━━━━━ DATA FOR THIS TASK

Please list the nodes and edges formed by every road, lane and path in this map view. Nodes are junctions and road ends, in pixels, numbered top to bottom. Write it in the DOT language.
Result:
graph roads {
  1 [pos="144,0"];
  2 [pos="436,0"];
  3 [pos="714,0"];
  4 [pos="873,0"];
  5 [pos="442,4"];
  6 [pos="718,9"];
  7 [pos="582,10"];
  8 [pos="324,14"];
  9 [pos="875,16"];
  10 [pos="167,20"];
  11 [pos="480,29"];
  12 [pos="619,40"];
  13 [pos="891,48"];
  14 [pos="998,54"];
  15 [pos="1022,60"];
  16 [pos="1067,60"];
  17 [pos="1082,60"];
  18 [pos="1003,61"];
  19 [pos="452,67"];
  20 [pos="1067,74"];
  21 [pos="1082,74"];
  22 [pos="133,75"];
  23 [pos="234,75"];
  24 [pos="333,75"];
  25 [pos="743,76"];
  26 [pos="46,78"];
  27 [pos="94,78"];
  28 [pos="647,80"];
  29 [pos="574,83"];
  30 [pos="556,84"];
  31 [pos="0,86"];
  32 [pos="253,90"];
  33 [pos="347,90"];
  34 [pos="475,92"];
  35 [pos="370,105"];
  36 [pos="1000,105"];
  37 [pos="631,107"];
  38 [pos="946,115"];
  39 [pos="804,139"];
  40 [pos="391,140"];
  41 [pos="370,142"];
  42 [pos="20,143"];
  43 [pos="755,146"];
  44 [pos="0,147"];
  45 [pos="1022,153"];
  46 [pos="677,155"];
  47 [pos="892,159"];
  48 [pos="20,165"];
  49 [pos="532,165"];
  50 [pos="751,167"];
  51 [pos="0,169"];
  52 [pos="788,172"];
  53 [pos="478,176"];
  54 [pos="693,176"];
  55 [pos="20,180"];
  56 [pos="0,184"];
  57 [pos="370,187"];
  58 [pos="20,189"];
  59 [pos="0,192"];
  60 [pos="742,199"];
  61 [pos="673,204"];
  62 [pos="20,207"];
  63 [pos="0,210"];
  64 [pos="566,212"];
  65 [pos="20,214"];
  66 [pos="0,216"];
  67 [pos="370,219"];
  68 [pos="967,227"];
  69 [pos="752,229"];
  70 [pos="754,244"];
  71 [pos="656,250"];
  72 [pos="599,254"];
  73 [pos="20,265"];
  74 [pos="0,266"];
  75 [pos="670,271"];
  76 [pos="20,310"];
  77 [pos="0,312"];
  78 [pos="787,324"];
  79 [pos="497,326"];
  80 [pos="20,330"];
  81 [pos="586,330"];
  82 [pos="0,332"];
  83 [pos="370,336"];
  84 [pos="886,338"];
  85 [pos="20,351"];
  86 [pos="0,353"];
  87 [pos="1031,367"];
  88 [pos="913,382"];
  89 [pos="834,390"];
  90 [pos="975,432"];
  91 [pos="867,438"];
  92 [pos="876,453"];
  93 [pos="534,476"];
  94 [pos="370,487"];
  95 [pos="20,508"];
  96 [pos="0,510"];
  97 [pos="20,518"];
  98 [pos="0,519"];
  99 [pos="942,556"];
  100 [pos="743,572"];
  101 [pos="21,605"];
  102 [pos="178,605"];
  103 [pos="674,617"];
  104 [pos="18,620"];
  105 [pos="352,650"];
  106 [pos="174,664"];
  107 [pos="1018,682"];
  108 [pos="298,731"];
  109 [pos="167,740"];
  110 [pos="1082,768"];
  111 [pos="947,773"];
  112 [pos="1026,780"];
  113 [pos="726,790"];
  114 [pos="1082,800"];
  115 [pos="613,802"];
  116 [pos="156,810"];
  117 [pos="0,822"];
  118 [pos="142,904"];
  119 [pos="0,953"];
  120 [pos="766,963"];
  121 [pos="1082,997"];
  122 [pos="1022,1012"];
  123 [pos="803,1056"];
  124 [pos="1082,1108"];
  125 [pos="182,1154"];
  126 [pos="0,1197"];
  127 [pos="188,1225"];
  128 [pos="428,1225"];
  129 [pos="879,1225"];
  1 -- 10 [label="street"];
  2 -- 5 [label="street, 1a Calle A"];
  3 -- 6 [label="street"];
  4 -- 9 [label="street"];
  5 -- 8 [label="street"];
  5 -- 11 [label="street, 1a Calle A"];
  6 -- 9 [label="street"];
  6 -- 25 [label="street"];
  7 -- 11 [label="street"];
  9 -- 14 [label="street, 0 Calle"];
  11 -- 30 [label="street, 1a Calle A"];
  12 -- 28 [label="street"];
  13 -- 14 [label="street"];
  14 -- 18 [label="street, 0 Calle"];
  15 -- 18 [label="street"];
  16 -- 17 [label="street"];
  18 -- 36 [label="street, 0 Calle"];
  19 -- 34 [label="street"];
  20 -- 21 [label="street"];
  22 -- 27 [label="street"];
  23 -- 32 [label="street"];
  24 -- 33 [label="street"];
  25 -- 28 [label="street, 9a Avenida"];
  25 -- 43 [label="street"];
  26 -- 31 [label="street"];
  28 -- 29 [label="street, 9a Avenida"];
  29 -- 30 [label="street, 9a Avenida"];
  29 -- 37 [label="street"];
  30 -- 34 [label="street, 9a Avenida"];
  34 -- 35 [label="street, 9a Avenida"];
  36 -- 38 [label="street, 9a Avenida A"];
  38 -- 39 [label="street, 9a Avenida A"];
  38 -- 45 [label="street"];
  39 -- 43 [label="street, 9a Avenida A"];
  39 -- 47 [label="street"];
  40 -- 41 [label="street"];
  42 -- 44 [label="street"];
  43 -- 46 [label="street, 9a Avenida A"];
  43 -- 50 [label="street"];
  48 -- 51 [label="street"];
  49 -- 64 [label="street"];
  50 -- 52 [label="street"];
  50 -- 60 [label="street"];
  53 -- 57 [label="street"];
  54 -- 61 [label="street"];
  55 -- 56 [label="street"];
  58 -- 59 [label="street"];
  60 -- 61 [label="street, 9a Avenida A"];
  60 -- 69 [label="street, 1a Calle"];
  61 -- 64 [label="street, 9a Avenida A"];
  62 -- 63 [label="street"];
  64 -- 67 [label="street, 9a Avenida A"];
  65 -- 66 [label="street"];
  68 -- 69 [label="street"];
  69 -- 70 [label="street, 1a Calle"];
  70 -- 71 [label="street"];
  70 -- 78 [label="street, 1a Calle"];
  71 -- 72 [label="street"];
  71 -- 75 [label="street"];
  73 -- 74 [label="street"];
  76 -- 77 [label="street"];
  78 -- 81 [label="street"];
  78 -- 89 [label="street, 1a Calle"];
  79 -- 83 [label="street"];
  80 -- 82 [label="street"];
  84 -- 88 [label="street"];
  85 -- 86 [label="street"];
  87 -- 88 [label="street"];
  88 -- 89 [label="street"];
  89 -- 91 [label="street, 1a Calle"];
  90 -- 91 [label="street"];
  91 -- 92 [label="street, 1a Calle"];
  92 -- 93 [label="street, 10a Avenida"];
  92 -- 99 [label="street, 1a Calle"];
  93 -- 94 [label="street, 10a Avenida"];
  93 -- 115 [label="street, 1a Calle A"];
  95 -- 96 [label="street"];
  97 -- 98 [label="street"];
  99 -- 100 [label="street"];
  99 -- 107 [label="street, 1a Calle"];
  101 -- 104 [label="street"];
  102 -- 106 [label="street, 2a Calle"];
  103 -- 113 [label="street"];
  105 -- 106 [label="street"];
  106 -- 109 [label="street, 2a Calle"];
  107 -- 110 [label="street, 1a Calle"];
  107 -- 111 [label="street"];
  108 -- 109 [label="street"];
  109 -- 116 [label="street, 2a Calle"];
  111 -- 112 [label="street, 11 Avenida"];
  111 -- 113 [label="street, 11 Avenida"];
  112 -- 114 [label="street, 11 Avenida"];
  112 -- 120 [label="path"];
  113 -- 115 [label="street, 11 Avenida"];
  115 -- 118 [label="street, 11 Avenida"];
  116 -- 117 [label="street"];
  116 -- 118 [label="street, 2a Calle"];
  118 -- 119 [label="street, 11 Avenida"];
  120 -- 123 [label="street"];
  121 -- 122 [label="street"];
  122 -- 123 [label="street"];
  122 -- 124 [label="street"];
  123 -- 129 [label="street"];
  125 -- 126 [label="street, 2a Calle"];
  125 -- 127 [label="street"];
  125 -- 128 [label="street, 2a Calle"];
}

━━━━━━━━━━

§ YOUR ASSIGNMENT
Go through the records above and return each line in which the word "path" occurs.

§ ANSWER BOX
Please list the nodes and edges formed by every road, lane and path in this map view. Nodes are junctions and road ends, in pixels, numbered top to bottom. Write it in the DOT language.
  112 -- 120 [label="path"];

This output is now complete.